◆ Task brief ◆
Take the line with "pinky mcp: (1234, 611)" and all lines after it, through the end of the records below, and repeat them exactly.

(Items from a data source)
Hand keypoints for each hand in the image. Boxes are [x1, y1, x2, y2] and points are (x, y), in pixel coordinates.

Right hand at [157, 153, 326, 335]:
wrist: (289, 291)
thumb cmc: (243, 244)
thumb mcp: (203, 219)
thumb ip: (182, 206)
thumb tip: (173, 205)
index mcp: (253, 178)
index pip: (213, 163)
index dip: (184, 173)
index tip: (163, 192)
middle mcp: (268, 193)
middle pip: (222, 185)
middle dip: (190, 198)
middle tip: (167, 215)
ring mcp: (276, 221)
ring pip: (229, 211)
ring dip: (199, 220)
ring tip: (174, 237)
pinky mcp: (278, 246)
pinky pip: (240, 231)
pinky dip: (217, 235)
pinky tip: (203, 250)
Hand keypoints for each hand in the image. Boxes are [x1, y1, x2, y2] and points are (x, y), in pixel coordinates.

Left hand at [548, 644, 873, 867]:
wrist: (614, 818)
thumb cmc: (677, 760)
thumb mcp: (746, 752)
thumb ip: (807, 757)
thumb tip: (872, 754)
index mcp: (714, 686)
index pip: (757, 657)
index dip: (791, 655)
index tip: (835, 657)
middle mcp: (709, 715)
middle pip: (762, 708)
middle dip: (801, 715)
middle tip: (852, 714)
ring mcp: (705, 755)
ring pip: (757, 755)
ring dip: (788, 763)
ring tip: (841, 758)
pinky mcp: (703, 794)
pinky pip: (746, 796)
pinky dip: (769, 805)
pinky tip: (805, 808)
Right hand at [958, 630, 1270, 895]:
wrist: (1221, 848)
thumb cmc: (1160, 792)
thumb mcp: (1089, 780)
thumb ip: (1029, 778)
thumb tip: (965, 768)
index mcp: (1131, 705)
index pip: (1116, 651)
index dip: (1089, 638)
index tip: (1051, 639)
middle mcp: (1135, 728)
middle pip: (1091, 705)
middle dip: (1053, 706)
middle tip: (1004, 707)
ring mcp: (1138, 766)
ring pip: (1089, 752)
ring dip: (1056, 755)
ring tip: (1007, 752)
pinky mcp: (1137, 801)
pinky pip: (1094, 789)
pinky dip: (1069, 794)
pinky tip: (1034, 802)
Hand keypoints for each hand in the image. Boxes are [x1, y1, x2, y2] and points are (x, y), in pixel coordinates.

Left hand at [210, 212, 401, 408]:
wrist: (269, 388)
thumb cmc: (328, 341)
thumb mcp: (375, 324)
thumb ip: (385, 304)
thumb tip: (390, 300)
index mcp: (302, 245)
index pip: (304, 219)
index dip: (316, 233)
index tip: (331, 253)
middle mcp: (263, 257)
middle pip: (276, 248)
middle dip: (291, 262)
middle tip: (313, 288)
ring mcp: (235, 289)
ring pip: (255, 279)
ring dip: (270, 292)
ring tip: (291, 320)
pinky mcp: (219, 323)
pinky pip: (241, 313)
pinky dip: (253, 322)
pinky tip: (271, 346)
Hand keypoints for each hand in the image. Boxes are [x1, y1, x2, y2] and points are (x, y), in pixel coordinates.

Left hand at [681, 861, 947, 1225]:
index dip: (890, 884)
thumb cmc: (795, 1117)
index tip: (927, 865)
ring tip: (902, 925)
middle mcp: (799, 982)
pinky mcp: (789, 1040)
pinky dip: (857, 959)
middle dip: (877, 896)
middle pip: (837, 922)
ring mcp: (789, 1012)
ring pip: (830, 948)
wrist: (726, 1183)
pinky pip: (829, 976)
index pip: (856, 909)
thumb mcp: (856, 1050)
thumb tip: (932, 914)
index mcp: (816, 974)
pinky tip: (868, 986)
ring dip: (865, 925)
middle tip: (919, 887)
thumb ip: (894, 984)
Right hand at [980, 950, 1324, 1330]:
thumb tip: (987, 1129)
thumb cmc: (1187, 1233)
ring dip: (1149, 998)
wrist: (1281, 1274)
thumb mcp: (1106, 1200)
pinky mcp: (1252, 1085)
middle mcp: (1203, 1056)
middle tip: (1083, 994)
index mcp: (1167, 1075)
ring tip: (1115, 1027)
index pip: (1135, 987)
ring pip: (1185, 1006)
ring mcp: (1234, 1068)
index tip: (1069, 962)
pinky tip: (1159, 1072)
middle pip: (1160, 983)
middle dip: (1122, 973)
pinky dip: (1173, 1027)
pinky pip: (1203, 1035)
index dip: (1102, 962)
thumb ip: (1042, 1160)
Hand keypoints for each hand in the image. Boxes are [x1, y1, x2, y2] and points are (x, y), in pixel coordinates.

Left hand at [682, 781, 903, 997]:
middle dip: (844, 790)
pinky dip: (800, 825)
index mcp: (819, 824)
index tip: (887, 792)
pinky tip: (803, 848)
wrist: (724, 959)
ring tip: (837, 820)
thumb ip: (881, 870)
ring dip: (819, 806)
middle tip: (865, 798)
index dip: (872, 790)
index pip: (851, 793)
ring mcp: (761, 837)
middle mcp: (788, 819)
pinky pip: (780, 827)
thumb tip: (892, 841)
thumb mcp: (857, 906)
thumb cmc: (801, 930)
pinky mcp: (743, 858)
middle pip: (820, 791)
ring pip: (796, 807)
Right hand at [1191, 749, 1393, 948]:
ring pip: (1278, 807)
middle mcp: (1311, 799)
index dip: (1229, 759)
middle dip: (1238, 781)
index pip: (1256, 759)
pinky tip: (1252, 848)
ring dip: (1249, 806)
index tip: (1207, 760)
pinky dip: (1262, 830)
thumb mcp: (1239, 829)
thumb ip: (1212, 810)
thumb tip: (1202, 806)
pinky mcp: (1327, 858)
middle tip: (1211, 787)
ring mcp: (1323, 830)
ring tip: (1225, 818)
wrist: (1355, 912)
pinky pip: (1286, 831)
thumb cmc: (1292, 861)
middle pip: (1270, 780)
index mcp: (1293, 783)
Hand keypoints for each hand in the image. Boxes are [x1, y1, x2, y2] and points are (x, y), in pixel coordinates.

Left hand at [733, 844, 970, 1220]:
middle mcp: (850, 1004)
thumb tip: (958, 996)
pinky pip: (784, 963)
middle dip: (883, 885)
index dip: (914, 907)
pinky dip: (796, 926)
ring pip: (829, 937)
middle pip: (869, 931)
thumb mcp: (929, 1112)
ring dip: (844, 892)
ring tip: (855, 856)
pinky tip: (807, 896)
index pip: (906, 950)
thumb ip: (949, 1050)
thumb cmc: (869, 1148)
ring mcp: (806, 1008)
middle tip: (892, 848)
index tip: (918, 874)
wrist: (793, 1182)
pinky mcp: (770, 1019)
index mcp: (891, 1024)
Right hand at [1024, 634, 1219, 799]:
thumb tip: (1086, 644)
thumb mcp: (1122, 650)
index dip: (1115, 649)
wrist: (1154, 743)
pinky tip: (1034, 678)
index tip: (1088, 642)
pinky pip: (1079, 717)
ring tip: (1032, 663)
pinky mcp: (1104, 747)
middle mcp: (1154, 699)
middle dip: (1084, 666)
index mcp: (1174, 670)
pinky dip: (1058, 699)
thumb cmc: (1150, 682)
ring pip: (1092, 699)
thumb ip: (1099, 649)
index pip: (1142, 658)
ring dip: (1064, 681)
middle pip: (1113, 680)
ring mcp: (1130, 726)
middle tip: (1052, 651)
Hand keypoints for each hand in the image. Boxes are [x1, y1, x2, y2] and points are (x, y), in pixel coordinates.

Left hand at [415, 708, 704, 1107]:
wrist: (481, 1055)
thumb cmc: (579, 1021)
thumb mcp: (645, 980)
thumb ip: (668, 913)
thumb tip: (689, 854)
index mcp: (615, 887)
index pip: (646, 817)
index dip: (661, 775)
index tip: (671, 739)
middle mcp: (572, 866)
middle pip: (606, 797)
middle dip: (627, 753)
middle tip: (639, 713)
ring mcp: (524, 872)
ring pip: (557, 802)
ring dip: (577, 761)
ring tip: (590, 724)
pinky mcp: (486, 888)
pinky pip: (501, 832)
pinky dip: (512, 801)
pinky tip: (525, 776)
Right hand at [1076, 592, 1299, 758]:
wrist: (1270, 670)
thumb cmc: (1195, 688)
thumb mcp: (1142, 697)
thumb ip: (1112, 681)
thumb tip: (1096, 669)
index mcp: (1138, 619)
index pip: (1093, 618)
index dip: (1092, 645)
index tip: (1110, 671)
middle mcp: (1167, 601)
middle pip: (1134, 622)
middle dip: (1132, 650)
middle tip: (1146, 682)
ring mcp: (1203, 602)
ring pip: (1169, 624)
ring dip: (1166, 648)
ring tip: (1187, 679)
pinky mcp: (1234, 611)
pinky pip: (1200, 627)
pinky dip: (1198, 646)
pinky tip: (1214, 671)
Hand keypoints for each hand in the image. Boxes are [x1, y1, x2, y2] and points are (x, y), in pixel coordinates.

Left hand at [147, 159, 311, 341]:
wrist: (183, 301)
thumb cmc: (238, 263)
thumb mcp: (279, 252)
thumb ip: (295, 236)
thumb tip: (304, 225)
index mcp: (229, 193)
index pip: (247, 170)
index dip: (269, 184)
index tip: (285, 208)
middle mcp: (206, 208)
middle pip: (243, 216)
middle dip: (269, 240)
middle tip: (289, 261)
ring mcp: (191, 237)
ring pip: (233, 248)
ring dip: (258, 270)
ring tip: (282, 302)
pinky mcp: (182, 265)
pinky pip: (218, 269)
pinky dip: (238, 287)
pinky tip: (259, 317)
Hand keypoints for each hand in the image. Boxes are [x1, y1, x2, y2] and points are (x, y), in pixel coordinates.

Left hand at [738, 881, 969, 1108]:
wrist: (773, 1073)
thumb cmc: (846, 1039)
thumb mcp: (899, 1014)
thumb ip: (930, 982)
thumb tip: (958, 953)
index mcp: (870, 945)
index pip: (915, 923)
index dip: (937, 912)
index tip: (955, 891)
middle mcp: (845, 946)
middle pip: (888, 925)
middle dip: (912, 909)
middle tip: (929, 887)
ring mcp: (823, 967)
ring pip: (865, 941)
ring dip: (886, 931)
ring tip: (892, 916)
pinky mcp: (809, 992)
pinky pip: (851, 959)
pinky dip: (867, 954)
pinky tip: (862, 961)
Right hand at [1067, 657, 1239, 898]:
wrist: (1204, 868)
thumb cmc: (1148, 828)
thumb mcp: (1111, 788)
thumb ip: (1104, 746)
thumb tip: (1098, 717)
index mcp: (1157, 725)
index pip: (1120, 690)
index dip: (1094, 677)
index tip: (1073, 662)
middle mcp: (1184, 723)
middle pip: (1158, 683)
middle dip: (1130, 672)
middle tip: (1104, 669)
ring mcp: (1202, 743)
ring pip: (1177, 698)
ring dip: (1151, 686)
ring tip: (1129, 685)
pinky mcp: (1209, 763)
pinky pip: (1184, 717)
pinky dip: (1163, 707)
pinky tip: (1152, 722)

◆ Reply ◆
pinky mcp: (1234, 611)
pinky pip: (1200, 627)
pinky dip: (1198, 646)
pinky tip: (1214, 671)
Hand keypoints for each hand in the image. Boxes are [x1, y1, x2, y2] and points are (x, y), in pixel coordinates.

Left hand at [147, 159, 311, 341]:
wrist: (183, 301)
thumb cmc: (238, 263)
thumb mcp: (279, 252)
thumb ip: (295, 236)
thumb tip: (304, 225)
index mcp: (229, 193)
index pip: (247, 170)
index dip: (269, 184)
index tip: (285, 208)
middle mcp: (206, 208)
middle pip: (243, 216)
middle dip: (269, 240)
middle tip: (289, 261)
ring mcp: (191, 237)
ring pip: (233, 248)
ring dip: (258, 270)
ring tip: (282, 302)
pinky mcp: (182, 265)
pinky pip: (218, 269)
pinky dip: (238, 287)
pinky tip: (259, 317)
Hand keypoints for each hand in the image. Boxes are [x1, y1, x2, y2] and points are (x, y), in pixel coordinates.

Left hand at [738, 881, 969, 1108]:
wrist: (773, 1073)
thumb cmc: (846, 1039)
thumb mcp: (899, 1014)
thumb ip: (930, 982)
thumb tip: (958, 953)
index mcp: (870, 945)
index pip: (915, 923)
index dip: (937, 912)
index tip: (955, 891)
middle mcp: (845, 946)
middle pip: (888, 925)
middle dip: (912, 909)
middle tip: (929, 887)
ring mcp: (823, 967)
ring pip: (865, 941)
ring dip: (886, 931)
ring tip: (892, 916)
pinky mcp: (809, 992)
pinky pip: (851, 959)
pinky dip: (867, 954)
pinky tip: (862, 961)
Right hand at [1067, 657, 1239, 898]:
wrist: (1204, 868)
thumb cmc: (1148, 828)
thumb mcp: (1111, 788)
thumb ip: (1104, 746)
thumb tip: (1098, 717)
index mcp: (1157, 725)
index pip: (1120, 690)
index dip: (1094, 677)
index tip: (1073, 662)
middle mcp: (1184, 723)
middle pip: (1158, 683)
middle dip: (1130, 672)
middle tip: (1104, 669)
ring mcp: (1202, 743)
ring pip: (1177, 698)
ring dip: (1151, 686)
ring tip: (1129, 685)
pinky mcp: (1209, 763)
pinky pip: (1184, 717)
pinky dip: (1163, 707)
pinky tip: (1152, 722)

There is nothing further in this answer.